Pendant ce temps, l’ambassadeur envoyé par Alexandre en
Inde, objet des fantasmes de conquête de l’infatigable guerrier qu’il n’a jamais
pu satisfaire de son vivant, se fera décapiter et son dernier souffle renvoyé à
l’Empereur, accompagné de la tête pour lui notifier que le Maître de l’Inde l’attend
sans le craindre.
C’est la question essentielle de l’héritage que nous pose
Laurent Gaudé dans ce qui est l’un de ses plus beaux et plus subtils romans.

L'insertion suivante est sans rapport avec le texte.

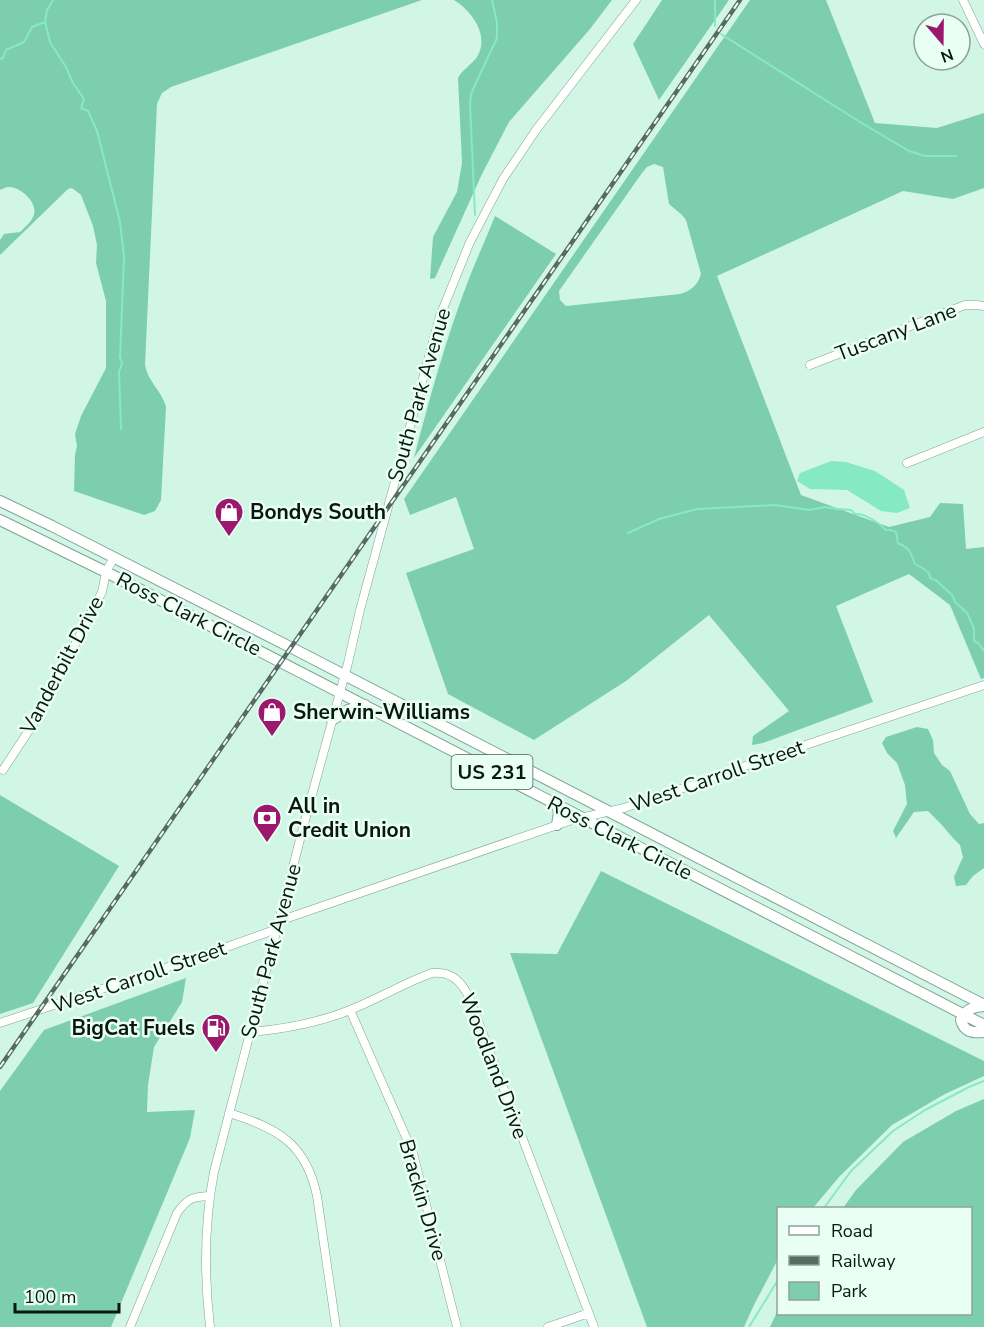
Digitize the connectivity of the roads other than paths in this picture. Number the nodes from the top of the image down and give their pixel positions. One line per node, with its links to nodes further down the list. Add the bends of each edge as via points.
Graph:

Pendant que les hommes s’entredéchirent pour s’arracher des morceaux d’empire
et que l’on massacre pour s’emparer de la dépouille mortuaire d’Alexandre,
Gaudé met en œuvre un artifice littéraire saisissant. C’est l’âme de l’ambassadeur
fidèle qui va guider les quelques acteurs élus pour conduire Alexandre vers la
dernière demeure qu’il se sera choisie et qui n’est pas celle voulue par les
hommes pour de pures raisons et visées politiques.
Une âme qui va s’adresser de façon volontairement improbable
à Dryptéis, la fille de l’ennemi d’Alexandre, Darius, qu’il a tué, et dont il
fait l’épouse de son meilleur ami Héphaïstion, mort au combat depuis. Au-delà
de la mort, Alexandre va indirectement s’adresser à celle qui s’est retirée du
monde, fatiguée des intrigues de cour, épuisée d’être devenue l’enjeu de luttes
politiques qui sèment la mort tout autour d’elle pour l’impliquer à nouveau,
malgré elle, dans un enjeu qui la dépasse, ultime victime de la volonté de fer
d’un homme qui a soumis le monde. Avec insistance et subtilité, il va l’amener
à organiser ce qui fut son rêve de toujours : le faire cheminer vers
l’Est, vers l’Inde qu’il fut incapable de conquérir et qui le fascina sans
relâche.
Une fois le corps subtilisé avec la complicité de Ptolémée,
son fidèle général et celui qui fut le plus prompt à agir pour s’accaparer l’empire,
vaincu lui aussi par la volonté de celui à qui il consacra sa vie et ses
troupes, une nouvelle chevauchée pourra commencer. Elle emmènera le dernier
carré de fidèles,, ceux qui ont protégé Alexandre de son vivant, le dernier
cortège, vers ces contrées inconnues et magiques où ils termineront leurs vies
en héros en même temps qu’ils libéreront l’esprit d’Alexandre.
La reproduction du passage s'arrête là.